● Exercise prompt
Your answer must be the full listing, reproduced exactly, minus any pictures.

● Given data
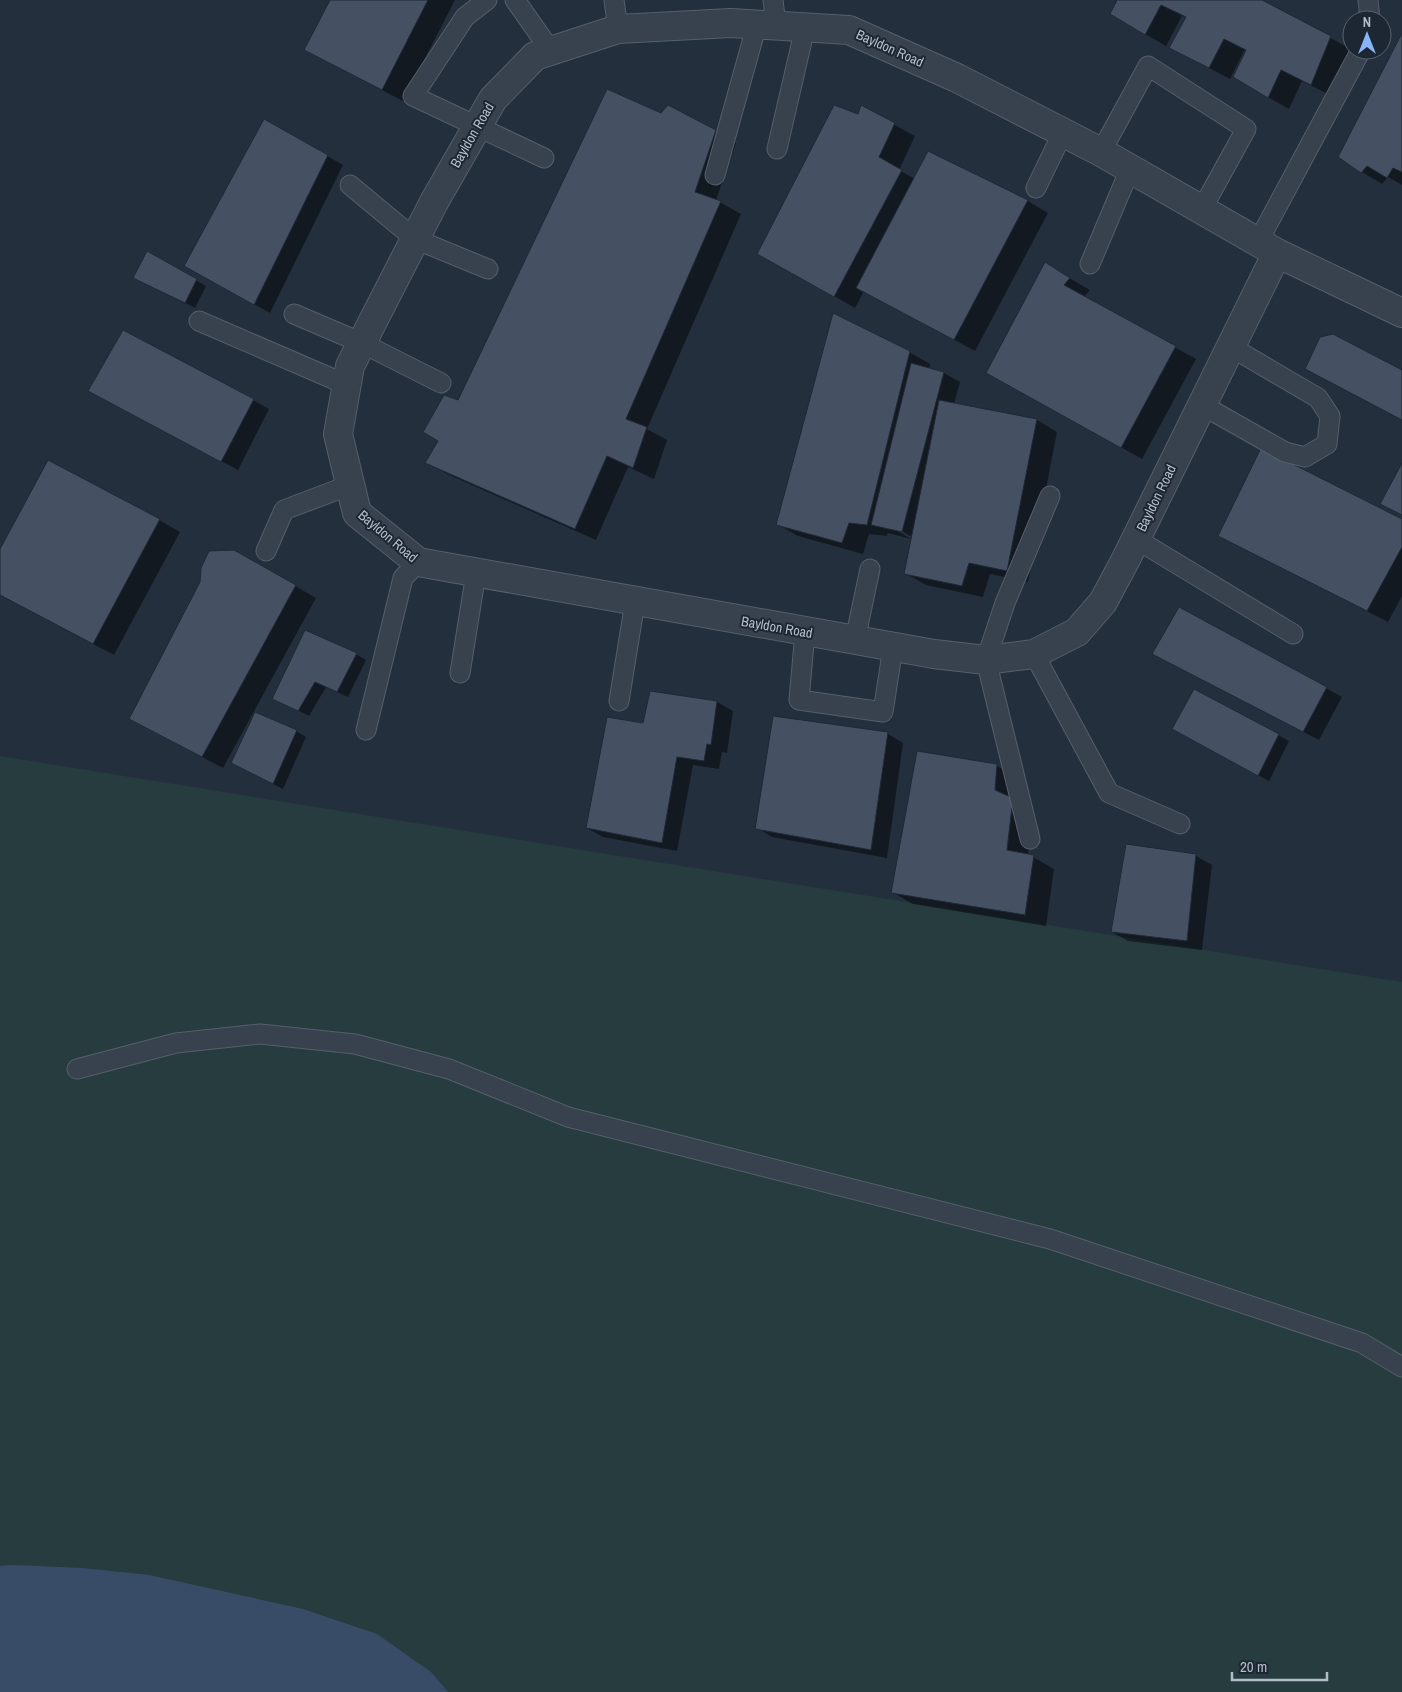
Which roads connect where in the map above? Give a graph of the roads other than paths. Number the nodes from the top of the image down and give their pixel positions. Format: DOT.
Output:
graph roads {
  1 [pos="487,0"];
  2 [pos="515,0"];
  3 [pos="614,0"];
  4 [pos="769,17"];
  5 [pos="805,28"];
  6 [pos="618,29"];
  7 [pos="551,51"];
  8 [pos="1356,60"];
  9 [pos="477,127"];
  10 [pos="1063,132"];
  11 [pos="777,149"];
  12 [pos="1101,152"];
  13 [pos="544,158"];
  14 [pos="1130,168"];
  15 [pos="715,175"];
  16 [pos="350,186"];
  17 [pos="1036,188"];
  18 [pos="1202,209"];
  19 [pos="415,239"];
  20 [pos="1267,247"];
  21 [pos="1090,264"];
  22 [pos="488,269"];
  23 [pos="1402,313"];
  24 [pos="294,314"];
  25 [pos="199,321"];
  26 [pos="362,343"];
  27 [pos="1231,347"];
  28 [pos="441,383"];
  29 [pos="346,385"];
  30 [pos="1202,406"];
  31 [pos="350,486"];
  32 [pos="1050,496"];
  33 [pos="1136,539"];
  34 [pos="266,551"];
  35 [pos="418,562"];
  36 [pos="870,569"];
  37 [pos="476,573"];
  38 [pos="635,602"];
  39 [pos="805,632"];
  40 [pos="1293,634"];
  41 [pos="855,640"];
  42 [pos="893,647"];
  43 [pos="1034,654"];
  44 [pos="986,660"];
  45 [pos="460,673"];
  46 [pos="619,701"];
  47 [pos="366,730"];
  48 [pos="1180,824"];
  49 [pos="1030,839"];
  50 [pos="77,1068"];
  51 [pos="1402,1367"];
  1 -- 9 [label="lane"];
  2 -- 7 [label="lane"];
  3 -- 6 [label="lane"];
  4 -- 5 [label="street, Bayldon Road"];
  4 -- 6 [label="street, Bayldon Road"];
  4 -- 15 [label="lane"];
  5 -- 10 [label="street, Bayldon Road"];
  5 -- 11 [label="lane"];
  6 -- 7 [label="street, Bayldon Road"];
  7 -- 9 [label="street, Bayldon Road"];
  8 -- 20 [label="lane"];
  9 -- 13 [label="lane"];
  9 -- 19 [label="street, Bayldon Road"];
  10 -- 12 [label="street, Bayldon Road"];
  10 -- 17 [label="lane"];
  12 -- 14 [label="street, Bayldon Road"];
  12 -- 18 [label="lane"];
  14 -- 18 [label="street, Bayldon Road"];
  14 -- 21 [label="lane"];
  16 -- 19 [label="lane"];
  18 -- 20 [label="street, Bayldon Road"];
  19 -- 22 [label="lane"];
  19 -- 26 [label="street, Bayldon Road"];
  20 -- 23 [label="street, Bayldon Road"];
  20 -- 27 [label="street, Bayldon Road"];
  24 -- 26 [label="lane"];
  25 -- 29 [label="lane"];
  26 -- 28 [label="lane"];
  26 -- 29 [label="street, Bayldon Road"];
  27 -- 30 [label="street, Bayldon Road"];
  27 -- 30 [label="lane"];
  29 -- 31 [label="street, Bayldon Road"];
  30 -- 33 [label="street, Bayldon Road"];
  31 -- 34 [label="lane"];
  31 -- 35 [label="street, Bayldon Road"];
  32 -- 44 [label="lane"];
  33 -- 40 [label="lane"];
  33 -- 43 [label="street, Bayldon Road"];
  35 -- 37 [label="street, Bayldon Road"];
  35 -- 47 [label="lane"];
  36 -- 41 [label="lane"];
  37 -- 38 [label="street, Bayldon Road"];
  37 -- 45 [label="lane"];
  38 -- 39 [label="street, Bayldon Road"];
  38 -- 46 [label="lane"];
  39 -- 41 [label="street, Bayldon Road"];
  39 -- 42 [label="lane"];
  41 -- 42 [label="street, Bayldon Road"];
  42 -- 44 [label="street, Bayldon Road"];
  43 -- 44 [label="street, Bayldon Road"];
  43 -- 48 [label="lane"];
  44 -- 49 [label="lane"];
  50 -- 51 [label="lane"];
}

● Exercise output
Which roads connect where in the map above? Give a graph of the roads other than paths. Number the nodes from the top of the image down and give their pixel positions. Format: DOT.
Output:
graph roads {
  1 [pos="487,0"];
  2 [pos="515,0"];
  3 [pos="614,0"];
  4 [pos="769,17"];
  5 [pos="805,28"];
  6 [pos="618,29"];
  7 [pos="551,51"];
  8 [pos="1356,60"];
  9 [pos="477,127"];
  10 [pos="1063,132"];
  11 [pos="777,149"];
  12 [pos="1101,152"];
  13 [pos="544,158"];
  14 [pos="1130,168"];
  15 [pos="715,175"];
  16 [pos="350,186"];
  17 [pos="1036,188"];
  18 [pos="1202,209"];
  19 [pos="415,239"];
  20 [pos="1267,247"];
  21 [pos="1090,264"];
  22 [pos="488,269"];
  23 [pos="1402,313"];
  24 [pos="294,314"];
  25 [pos="199,321"];
  26 [pos="362,343"];
  27 [pos="1231,347"];
  28 [pos="441,383"];
  29 [pos="346,385"];
  30 [pos="1202,406"];
  31 [pos="350,486"];
  32 [pos="1050,496"];
  33 [pos="1136,539"];
  34 [pos="266,551"];
  35 [pos="418,562"];
  36 [pos="870,569"];
  37 [pos="476,573"];
  38 [pos="635,602"];
  39 [pos="805,632"];
  40 [pos="1293,634"];
  41 [pos="855,640"];
  42 [pos="893,647"];
  43 [pos="1034,654"];
  44 [pos="986,660"];
  45 [pos="460,673"];
  46 [pos="619,701"];
  47 [pos="366,730"];
  48 [pos="1180,824"];
  49 [pos="1030,839"];
  50 [pos="77,1068"];
  51 [pos="1402,1367"];
  1 -- 9 [label="lane"];
  2 -- 7 [label="lane"];
  3 -- 6 [label="lane"];
  4 -- 5 [label="street, Bayldon Road"];
  4 -- 6 [label="street, Bayldon Road"];
  4 -- 15 [label="lane"];
  5 -- 10 [label="street, Bayldon Road"];
  5 -- 11 [label="lane"];
  6 -- 7 [label="street, Bayldon Road"];
  7 -- 9 [label="street, Bayldon Road"];
  8 -- 20 [label="lane"];
  9 -- 13 [label="lane"];
  9 -- 19 [label="street, Bayldon Road"];
  10 -- 12 [label="street, Bayldon Road"];
  10 -- 17 [label="lane"];
  12 -- 14 [label="street, Bayldon Road"];
  12 -- 18 [label="lane"];
  14 -- 18 [label="street, Bayldon Road"];
  14 -- 21 [label="lane"];
  16 -- 19 [label="lane"];
  18 -- 20 [label="street, Bayldon Road"];
  19 -- 22 [label="lane"];
  19 -- 26 [label="street, Bayldon Road"];
  20 -- 23 [label="street, Bayldon Road"];
  20 -- 27 [label="street, Bayldon Road"];
  24 -- 26 [label="lane"];
  25 -- 29 [label="lane"];
  26 -- 28 [label="lane"];
  26 -- 29 [label="street, Bayldon Road"];
  27 -- 30 [label="street, Bayldon Road"];
  27 -- 30 [label="lane"];
  29 -- 31 [label="street, Bayldon Road"];
  30 -- 33 [label="street, Bayldon Road"];
  31 -- 34 [label="lane"];
  31 -- 35 [label="street, Bayldon Road"];
  32 -- 44 [label="lane"];
  33 -- 40 [label="lane"];
  33 -- 43 [label="street, Bayldon Road"];
  35 -- 37 [label="street, Bayldon Road"];
  35 -- 47 [label="lane"];
  36 -- 41 [label="lane"];
  37 -- 38 [label="street, Bayldon Road"];
  37 -- 45 [label="lane"];
  38 -- 39 [label="street, Bayldon Road"];
  38 -- 46 [label="lane"];
  39 -- 41 [label="street, Bayldon Road"];
  39 -- 42 [label="lane"];
  41 -- 42 [label="street, Bayldon Road"];
  42 -- 44 [label="street, Bayldon Road"];
  43 -- 44 [label="street, Bayldon Road"];
  43 -- 48 [label="lane"];
  44 -- 49 [label="lane"];
  50 -- 51 [label="lane"];
}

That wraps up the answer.